Why it'll be fabulous: It's just insane enough to work.
Why it'll be dreadful: Love those actors, but can they sing?
The Transporter 2
Starring: Jason Statham, Amber Valletta, and Hunter Clary
Directed by: Louis Leterrier and Corey Yuen
Written by: Luc Besson and Robert Mark Kamen
What it's about: In truth, who knows? There's been little info provided on this sequel to the 2002 "hit." But let's offer a guess: Frank Martin (Statham) drives around in his sweet ride, picking up trouble wherever he goes. How's that. Oh, and this one is set in the United States. So, see, it's completely different from the original.

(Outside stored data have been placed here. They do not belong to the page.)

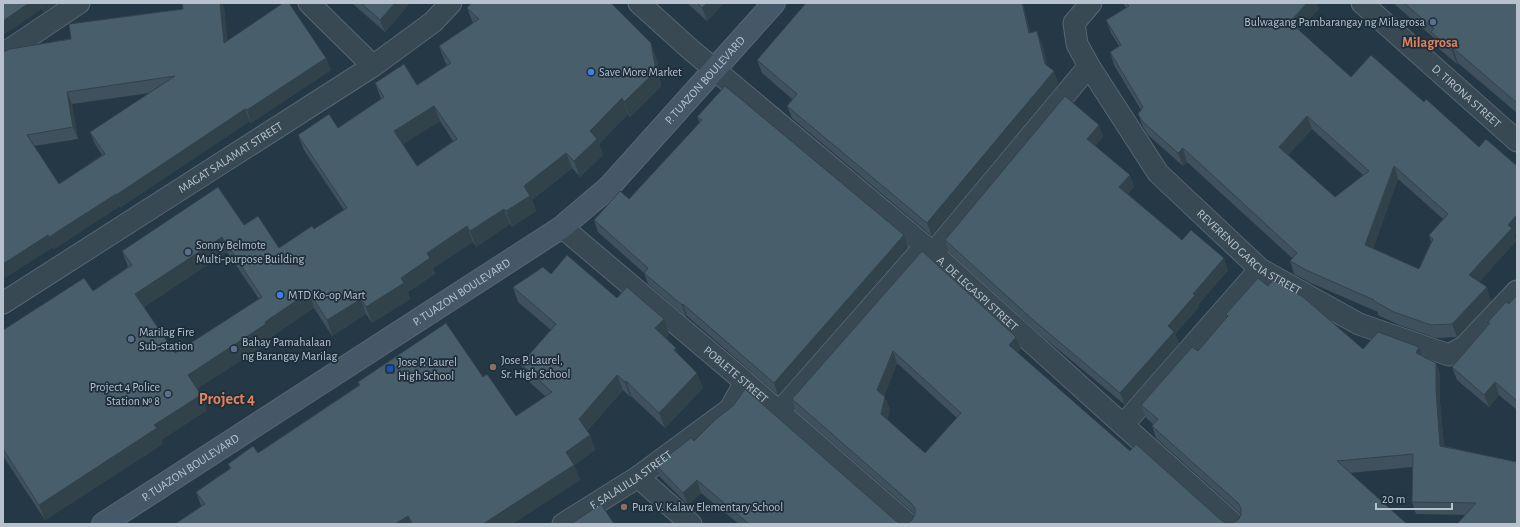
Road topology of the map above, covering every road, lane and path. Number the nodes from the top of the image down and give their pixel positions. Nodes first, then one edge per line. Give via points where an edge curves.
1 (79, 3) edge
2 (309, 3) edge
3 (451, 3) edge
4 (639, 3) edge
5 (774, 3) edge
6 (1091, 3) edge
7 (1362, 3) edge
8 (3, 54) edge
9 (373, 66) junction
10 (1089, 66) junction
11 (715, 69) junction
12 (1517, 141) edge
13 (562, 227) junction
14 (929, 249) junction
15 (1260, 269) junction
16 (1517, 291) edge
17 (3, 303) edge
18 (745, 382) junction
19 (779, 412) junction
20 (1122, 425) junction
21 (638, 477) junction
22 (103, 524) edge
23 (563, 524) edge
24 (690, 524) edge
25 (908, 524) edge
26 (1234, 524) edge

1 - 8 street
2 - 9 street
3 - 9 street, MAGAT SALAMAT STREET via 433,22
4 - 11 street, A. DE LEGASPI STREET
5 - 11 main road, P. TUAZON BOULEVARD
6 - 10 street, REVEREND GARCIA STREET via 1074,23 1077,44
7 - 12 street, D. TIRONA STREET
9 - 17 street, MAGAT SALAMAT STREET
10 - 14 street
10 - 15 street, REVEREND GARCIA STREET via 1158,173
11 - 13 main road, P. TUAZON BOULEVARD via 609,187
11 - 14 street, A. DE LEGASPI STREET
13 - 18 street, POBLETE STREET
13 - 22 main road, P. TUAZON BOULEVARD
14 - 19 street
14 - 20 street, A. DE LEGASPI STREET
15 - 16 street, REVEREND GARCIA STREET via 1359,324 1449,355 1464,347
15 - 20 street
18 - 19 street, POBLETE STREET
18 - 21 street, F. SALALILLA STREET via 730,409
19 - 25 street, POBLETE STREET
20 - 26 street, A. DE LEGASPI STREET
21 - 23 street, F. SALALILLA STREET
21 - 24 street

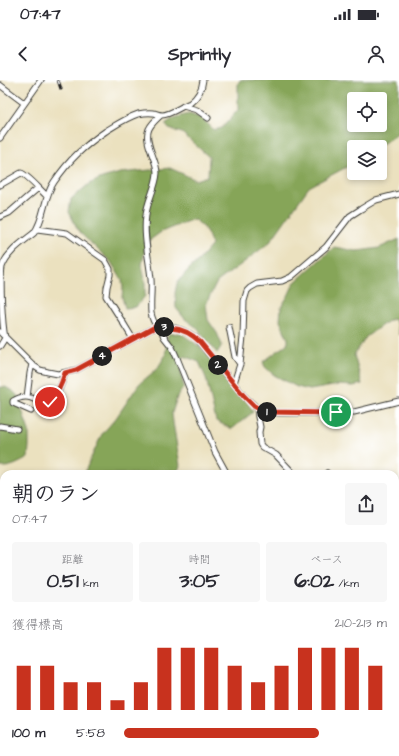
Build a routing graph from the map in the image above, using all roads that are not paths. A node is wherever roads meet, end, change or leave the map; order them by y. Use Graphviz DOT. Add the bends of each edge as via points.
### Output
graph roads {
  1 [pos="41,80"];
  2 [pos="203,80"];
  3 [pos="0,85"];
  4 [pos="24,103"];
  5 [pos="183,106"];
  6 [pos="161,115"];
  7 [pos="208,118"];
  8 [pos="0,138"];
  9 [pos="0,185"];
  10 [pos="38,188"];
  11 [pos="399,194"];
  12 [pos="46,196"];
  13 [pos="0,217"];
  14 [pos="37,229"];
  15 [pos="159,327"];
  16 [pos="229,327"];
  17 [pos="0,332"];
  18 [pos="5,338"];
  19 [pos="133,339"];
  20 [pos="0,346"];
  21 [pos="32,364"];
  22 [pos="240,364"];
  23 [pos="65,373"];
  24 [pos="234,383"];
  25 [pos="27,397"];
  26 [pos="399,401"];
  27 [pos="257,408"];
  28 [pos="31,411"];
  29 [pos="0,426"];
  30 [pos="17,429"];
  31 [pos="225,470"];
  32 [pos="290,470"];
  1 -- 4 [label="street"];
  2 -- 5 [label="street" via="200,92 190,103"];
  3 -- 4 [label="street"];
  4 -- 8 [label="street"];
  5 -- 6 [label="street"];
  5 -- 7 [label="street" via="197,110"];
  6 -- 12 [label="street" via="150,112 136,115 95,139 70,161"];
  6 -- 15 [label="street" via="148,132 157,172 146,212 145,228 151,281 151,313"];
  9 -- 10 [label="street" via="21,173 26,174"];
  10 -- 12 [label="street"];
  10 -- 13 [label="street" via="9,213"];
  11 -- 22 [label="street" via="376,200 350,216 326,247 291,276 282,281 257,284 247,291 244,301"];
  12 -- 14 [label="street"];
  14 -- 18 [label="street" via="11,253 2,267 2,324"];
  14 -- 19 [label="street" via="67,233 105,260 110,269 106,296"];
  15 -- 19 [label="street"];
  15 -- 24 [label="street" via="181,330 193,336"];
  15 -- 31 [label="street" via="172,347"];
  16 -- 22 [label="street" via="235,357"];
  17 -- 18 [label="street"];
  18 -- 20 [label="street"];
  18 -- 21 [label="street"];
  19 -- 23 [label="street" via="76,370"];
  21 -- 23 [label="street" via="40,370"];
  21 -- 25 [label="street"];
  22 -- 24 [label="street"];
  23 -- 25 [label="street" via="56,395 50,402"];
  24 -- 27 [label="street"];
  25 -- 28 [label="street" via="14,399 13,403"];
  26 -- 27 [label="street" via="354,412 264,412"];
  27 -- 32 [label="street" via="260,444"];
  29 -- 30 [label="street"];
}
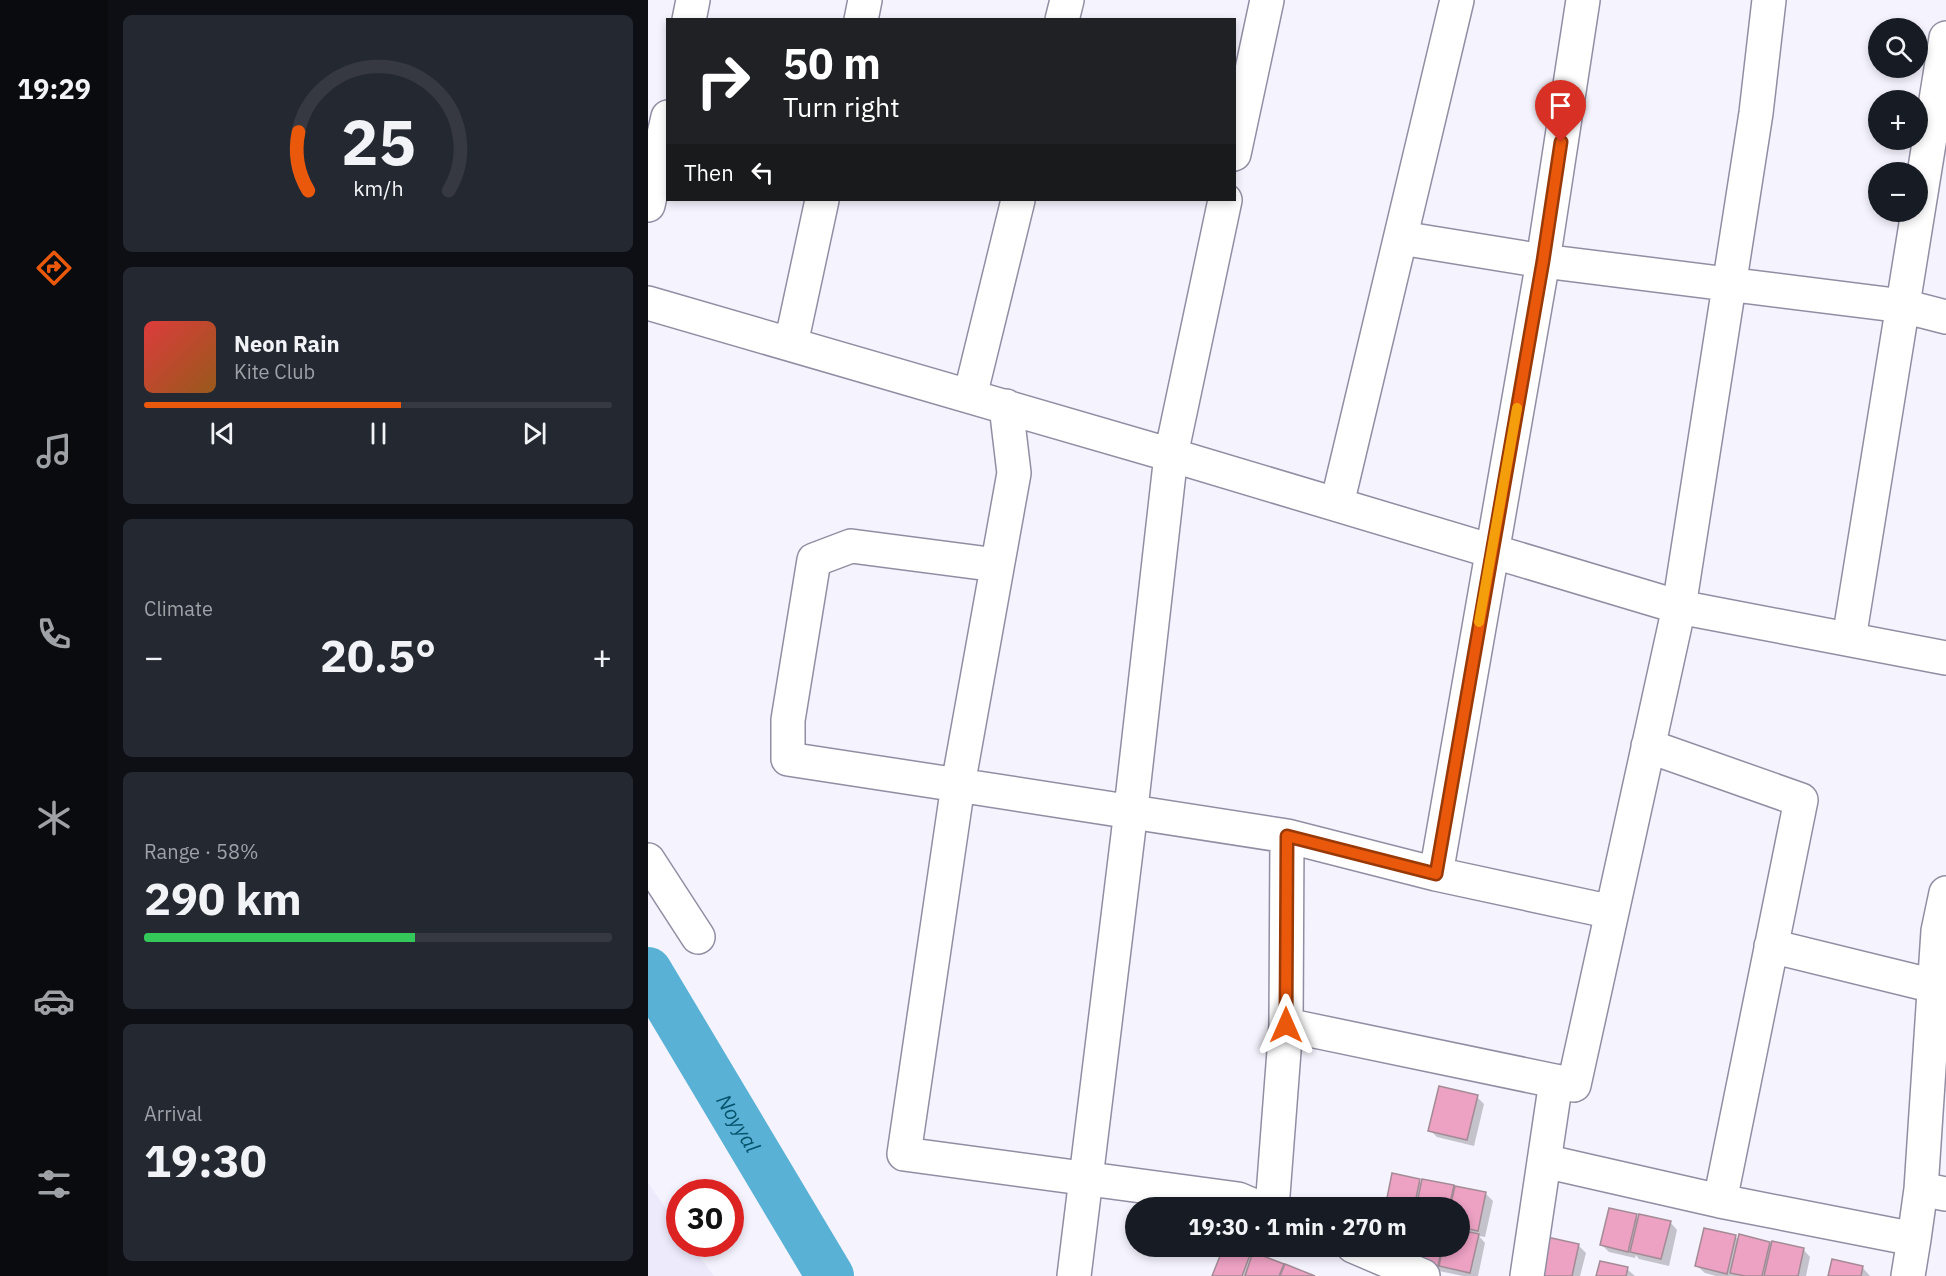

Why it'll be fabulous: Because we always loved those BMW "The Driver" minifilms upon which this burgeoning franchise was clearly based.
Why it'll be dreadful: The first Transporter was released direct to Betamax.
Starring: Agnes Bruckner, Patricia Clarkson, Bruce Campbell, and Lauren Birkell
Directed by: Lucky McKee
Written by: David Ross
What it's about: A troubled girl (Bruckner) is sent to boarding school after pushing her parents too far. But the school, located deep in the middle of the woods of New England, is not what it appears to be, and there are dark forces at work with more than a passing interest in the newcomer. Or are they all in her head?
Why it'll be fabulous: McKee has already made one good movie about a troubled girl who hears voices (May). This one has a bigger budget plus Oscar-nominee Clarkson and fan-favorite Campbell.
Why it'll be dreadful: Will the male-skewed horror audience turn out for a movie with a mostly female cast and no nudity?